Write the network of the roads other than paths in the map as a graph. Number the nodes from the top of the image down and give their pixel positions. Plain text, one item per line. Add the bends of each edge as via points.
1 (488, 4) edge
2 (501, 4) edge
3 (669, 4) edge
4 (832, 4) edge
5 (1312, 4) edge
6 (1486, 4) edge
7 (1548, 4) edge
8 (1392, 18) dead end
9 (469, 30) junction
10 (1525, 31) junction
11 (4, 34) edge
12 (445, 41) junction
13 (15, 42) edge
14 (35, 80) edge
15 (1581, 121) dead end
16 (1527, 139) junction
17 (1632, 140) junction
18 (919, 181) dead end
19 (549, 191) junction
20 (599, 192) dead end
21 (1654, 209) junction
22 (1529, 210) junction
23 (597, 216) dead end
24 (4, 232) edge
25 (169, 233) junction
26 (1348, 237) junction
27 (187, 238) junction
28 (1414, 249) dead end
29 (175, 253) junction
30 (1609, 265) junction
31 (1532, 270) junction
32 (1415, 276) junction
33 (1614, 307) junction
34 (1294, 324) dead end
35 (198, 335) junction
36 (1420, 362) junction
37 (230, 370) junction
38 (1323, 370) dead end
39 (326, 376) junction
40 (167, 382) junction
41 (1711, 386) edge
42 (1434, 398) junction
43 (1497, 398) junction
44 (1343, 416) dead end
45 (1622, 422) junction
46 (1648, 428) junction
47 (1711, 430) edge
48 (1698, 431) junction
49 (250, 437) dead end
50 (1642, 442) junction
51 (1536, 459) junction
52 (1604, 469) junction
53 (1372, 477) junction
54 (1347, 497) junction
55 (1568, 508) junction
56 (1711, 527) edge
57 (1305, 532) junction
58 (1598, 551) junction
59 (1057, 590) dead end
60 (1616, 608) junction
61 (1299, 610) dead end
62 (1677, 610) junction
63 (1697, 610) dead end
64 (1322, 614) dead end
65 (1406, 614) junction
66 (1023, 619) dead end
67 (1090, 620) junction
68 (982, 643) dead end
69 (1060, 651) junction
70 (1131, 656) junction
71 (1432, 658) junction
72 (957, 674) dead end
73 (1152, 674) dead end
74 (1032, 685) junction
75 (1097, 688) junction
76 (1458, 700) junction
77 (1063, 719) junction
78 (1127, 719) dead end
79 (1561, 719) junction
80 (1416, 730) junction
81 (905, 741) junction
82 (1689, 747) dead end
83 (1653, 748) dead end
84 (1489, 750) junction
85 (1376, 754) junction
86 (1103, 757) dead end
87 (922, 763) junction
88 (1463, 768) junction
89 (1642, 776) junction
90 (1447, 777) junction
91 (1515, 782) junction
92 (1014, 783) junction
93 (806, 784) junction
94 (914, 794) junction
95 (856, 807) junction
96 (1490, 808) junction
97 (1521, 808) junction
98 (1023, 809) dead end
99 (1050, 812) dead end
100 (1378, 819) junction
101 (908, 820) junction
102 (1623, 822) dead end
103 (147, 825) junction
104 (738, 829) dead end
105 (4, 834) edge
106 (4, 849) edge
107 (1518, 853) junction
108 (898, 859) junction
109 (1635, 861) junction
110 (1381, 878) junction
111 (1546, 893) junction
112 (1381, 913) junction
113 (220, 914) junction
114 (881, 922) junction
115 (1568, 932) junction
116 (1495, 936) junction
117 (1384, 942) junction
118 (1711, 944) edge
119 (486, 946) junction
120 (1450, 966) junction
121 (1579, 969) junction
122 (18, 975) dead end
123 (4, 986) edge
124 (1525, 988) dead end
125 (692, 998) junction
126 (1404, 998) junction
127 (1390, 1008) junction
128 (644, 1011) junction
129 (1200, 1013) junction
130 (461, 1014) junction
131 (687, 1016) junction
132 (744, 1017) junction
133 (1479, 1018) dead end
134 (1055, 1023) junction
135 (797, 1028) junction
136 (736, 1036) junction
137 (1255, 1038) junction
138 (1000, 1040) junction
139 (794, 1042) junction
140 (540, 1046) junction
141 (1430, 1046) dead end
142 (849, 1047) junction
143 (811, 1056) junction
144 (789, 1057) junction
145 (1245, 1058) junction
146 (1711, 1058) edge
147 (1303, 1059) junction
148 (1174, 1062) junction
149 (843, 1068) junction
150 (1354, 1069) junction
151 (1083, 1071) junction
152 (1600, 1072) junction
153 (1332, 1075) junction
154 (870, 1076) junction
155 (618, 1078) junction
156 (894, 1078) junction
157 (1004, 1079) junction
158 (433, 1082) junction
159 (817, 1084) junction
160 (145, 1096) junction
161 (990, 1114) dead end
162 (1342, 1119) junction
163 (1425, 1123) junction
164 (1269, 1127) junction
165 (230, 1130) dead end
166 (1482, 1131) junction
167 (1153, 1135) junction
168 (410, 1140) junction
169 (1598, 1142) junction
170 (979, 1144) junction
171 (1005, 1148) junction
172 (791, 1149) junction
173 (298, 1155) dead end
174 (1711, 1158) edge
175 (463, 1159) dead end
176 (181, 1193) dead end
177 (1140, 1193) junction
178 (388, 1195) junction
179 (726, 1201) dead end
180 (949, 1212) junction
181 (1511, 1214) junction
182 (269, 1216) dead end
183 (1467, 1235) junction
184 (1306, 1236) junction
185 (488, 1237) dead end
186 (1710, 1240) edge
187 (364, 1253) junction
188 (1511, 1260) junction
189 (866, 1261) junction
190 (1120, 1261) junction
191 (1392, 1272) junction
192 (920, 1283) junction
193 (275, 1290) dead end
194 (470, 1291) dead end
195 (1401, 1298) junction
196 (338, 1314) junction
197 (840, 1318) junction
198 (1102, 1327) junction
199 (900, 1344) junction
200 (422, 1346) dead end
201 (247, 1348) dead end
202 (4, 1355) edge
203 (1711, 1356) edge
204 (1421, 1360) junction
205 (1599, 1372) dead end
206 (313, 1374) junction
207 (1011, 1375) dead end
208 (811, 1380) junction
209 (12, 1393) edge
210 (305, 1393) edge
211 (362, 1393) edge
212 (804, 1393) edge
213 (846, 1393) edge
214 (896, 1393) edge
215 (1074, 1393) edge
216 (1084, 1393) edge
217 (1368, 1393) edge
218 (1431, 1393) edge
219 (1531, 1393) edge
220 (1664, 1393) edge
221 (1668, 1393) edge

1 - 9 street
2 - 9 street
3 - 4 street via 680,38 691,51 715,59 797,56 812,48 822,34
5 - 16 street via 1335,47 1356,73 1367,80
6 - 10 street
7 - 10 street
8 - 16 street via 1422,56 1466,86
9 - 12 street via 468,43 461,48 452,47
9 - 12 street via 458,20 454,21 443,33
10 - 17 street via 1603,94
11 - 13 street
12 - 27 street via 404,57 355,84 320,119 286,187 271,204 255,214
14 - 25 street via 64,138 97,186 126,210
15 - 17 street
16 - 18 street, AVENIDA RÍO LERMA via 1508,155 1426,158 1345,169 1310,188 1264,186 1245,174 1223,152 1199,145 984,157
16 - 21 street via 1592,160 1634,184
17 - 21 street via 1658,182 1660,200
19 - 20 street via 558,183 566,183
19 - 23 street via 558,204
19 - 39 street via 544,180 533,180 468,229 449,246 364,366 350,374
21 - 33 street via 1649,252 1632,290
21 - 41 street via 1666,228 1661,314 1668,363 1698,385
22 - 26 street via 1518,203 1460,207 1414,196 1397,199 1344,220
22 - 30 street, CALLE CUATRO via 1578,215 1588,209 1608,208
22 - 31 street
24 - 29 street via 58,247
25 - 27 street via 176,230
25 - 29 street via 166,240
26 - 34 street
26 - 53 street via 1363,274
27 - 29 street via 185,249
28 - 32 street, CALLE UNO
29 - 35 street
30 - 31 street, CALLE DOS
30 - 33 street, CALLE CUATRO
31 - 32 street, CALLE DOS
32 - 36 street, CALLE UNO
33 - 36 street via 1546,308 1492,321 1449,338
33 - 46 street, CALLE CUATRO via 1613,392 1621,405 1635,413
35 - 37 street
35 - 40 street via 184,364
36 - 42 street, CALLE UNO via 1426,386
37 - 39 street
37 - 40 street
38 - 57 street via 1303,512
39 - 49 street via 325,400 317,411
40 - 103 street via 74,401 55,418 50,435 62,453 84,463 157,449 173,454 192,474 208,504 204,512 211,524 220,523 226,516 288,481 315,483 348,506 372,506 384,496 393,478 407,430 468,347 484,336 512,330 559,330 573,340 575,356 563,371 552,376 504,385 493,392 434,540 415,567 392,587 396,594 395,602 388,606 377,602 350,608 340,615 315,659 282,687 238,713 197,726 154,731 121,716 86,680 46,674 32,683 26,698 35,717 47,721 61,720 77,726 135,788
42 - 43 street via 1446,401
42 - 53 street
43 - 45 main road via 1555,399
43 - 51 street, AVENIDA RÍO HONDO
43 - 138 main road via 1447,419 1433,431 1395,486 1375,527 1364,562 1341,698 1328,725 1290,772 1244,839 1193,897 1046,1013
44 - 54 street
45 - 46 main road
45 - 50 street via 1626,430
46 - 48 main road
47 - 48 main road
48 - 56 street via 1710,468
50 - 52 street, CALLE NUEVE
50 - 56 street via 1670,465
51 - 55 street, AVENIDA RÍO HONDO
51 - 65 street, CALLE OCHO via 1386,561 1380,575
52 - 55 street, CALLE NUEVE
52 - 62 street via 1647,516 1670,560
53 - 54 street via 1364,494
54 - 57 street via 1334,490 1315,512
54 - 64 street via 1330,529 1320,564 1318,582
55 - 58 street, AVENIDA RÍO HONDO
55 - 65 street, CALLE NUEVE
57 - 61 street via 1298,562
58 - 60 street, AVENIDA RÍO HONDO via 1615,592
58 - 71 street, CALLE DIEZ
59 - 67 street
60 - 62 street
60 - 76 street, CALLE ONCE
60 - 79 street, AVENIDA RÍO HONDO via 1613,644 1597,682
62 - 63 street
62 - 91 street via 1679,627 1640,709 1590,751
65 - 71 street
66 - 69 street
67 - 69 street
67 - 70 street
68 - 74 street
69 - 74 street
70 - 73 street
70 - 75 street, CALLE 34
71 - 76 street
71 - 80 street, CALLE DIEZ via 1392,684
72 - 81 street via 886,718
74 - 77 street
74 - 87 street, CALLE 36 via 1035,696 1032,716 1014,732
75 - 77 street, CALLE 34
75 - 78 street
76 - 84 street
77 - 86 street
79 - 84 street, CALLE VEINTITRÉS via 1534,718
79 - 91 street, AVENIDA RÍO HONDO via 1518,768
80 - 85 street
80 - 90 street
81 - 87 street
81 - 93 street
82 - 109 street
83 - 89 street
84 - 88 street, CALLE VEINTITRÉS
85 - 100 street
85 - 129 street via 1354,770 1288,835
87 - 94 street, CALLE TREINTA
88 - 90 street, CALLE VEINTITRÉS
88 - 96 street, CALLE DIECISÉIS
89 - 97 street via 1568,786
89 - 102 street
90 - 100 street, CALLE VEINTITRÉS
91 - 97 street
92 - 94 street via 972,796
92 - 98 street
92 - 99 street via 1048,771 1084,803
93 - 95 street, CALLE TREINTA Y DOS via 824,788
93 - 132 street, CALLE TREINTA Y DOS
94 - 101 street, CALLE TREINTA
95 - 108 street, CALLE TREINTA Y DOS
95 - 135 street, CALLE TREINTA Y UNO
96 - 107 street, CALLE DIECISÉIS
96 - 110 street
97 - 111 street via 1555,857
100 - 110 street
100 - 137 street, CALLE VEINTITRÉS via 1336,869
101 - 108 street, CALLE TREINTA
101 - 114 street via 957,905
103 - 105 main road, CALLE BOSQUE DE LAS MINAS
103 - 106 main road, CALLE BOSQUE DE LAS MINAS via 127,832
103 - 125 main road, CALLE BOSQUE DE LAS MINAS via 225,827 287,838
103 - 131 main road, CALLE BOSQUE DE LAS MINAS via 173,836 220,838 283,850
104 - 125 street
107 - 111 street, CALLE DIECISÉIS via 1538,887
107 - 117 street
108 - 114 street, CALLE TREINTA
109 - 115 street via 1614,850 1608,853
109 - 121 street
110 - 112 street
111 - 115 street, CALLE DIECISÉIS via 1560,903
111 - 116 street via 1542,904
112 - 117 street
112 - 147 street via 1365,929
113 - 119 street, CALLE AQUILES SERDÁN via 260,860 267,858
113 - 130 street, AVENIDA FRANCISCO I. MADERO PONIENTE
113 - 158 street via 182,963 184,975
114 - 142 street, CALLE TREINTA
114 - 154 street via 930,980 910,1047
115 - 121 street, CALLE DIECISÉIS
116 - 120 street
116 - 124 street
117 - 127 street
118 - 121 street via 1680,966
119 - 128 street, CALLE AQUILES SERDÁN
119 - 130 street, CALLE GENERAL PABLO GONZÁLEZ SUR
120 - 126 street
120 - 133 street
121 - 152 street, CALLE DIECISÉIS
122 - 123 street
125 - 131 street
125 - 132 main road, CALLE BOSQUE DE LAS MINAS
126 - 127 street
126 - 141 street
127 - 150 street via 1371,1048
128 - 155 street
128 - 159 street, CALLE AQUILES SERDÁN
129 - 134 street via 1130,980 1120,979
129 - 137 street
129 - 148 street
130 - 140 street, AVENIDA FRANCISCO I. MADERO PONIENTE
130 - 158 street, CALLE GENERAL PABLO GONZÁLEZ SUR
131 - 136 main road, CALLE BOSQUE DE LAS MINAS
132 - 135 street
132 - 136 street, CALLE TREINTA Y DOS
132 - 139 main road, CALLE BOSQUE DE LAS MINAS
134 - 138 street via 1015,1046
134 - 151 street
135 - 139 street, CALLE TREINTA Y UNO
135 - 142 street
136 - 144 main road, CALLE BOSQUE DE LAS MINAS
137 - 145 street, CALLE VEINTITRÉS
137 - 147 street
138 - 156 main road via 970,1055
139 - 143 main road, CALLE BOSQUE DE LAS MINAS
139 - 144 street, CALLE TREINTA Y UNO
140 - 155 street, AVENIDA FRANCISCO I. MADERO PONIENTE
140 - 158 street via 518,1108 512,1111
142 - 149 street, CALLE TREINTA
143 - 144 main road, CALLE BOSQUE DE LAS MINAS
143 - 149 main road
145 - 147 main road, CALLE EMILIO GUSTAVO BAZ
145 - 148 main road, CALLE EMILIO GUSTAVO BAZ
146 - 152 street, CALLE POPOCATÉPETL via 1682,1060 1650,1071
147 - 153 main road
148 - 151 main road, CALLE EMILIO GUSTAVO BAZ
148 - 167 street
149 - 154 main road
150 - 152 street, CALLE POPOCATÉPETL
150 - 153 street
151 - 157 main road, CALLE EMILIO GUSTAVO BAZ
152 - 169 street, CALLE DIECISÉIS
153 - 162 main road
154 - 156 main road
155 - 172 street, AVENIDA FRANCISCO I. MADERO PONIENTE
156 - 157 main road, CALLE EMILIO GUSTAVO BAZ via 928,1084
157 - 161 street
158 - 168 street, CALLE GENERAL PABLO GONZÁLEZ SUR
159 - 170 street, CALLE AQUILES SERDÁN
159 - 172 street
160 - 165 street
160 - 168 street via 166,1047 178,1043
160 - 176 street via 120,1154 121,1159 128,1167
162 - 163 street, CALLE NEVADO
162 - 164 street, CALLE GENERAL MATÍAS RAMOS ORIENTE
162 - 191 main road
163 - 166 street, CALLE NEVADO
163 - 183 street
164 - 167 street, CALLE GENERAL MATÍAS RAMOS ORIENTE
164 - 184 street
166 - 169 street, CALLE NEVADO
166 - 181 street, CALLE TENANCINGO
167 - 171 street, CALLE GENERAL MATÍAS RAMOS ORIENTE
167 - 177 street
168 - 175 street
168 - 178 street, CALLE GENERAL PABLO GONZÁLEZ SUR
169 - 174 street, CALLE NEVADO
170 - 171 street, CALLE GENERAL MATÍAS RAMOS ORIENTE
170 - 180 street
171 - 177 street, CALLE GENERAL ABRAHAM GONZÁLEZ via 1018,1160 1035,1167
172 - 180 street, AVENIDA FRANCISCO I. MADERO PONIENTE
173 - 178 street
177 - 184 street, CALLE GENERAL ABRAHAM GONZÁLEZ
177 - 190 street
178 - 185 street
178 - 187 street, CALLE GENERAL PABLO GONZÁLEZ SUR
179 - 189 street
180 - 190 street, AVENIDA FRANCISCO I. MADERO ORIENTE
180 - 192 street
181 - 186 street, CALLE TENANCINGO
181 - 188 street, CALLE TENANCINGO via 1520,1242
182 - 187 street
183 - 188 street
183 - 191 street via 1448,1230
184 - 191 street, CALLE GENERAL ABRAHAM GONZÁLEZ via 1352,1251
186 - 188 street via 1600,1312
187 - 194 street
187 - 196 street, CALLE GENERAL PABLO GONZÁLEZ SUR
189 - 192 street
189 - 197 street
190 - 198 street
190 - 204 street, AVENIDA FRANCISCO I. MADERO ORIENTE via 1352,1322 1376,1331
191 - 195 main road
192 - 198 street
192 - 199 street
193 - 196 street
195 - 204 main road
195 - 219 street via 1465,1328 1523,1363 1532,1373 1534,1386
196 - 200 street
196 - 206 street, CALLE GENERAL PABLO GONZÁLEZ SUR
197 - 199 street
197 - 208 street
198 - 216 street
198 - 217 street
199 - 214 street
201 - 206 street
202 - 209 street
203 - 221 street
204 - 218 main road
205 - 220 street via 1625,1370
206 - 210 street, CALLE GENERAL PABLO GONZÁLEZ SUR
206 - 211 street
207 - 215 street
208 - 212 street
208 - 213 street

*Description of the task*
Locate and copy each line in the data above that includes the word "MINAS".

*Solution below*
103 - 105 main road, CALLE BOSQUE DE LAS MINAS
103 - 106 main road, CALLE BOSQUE DE LAS MINAS via 127,832
103 - 125 main road, CALLE BOSQUE DE LAS MINAS via 225,827 287,838
103 - 131 main road, CALLE BOSQUE DE LAS MINAS via 173,836 220,838 283,850
125 - 132 main road, CALLE BOSQUE DE LAS MINAS
131 - 136 main road, CALLE BOSQUE DE LAS MINAS
132 - 139 main road, CALLE BOSQUE DE LAS MINAS
136 - 144 main road, CALLE BOSQUE DE LAS MINAS
139 - 143 main road, CALLE BOSQUE DE LAS MINAS
143 - 144 main road, CALLE BOSQUE DE LAS MINAS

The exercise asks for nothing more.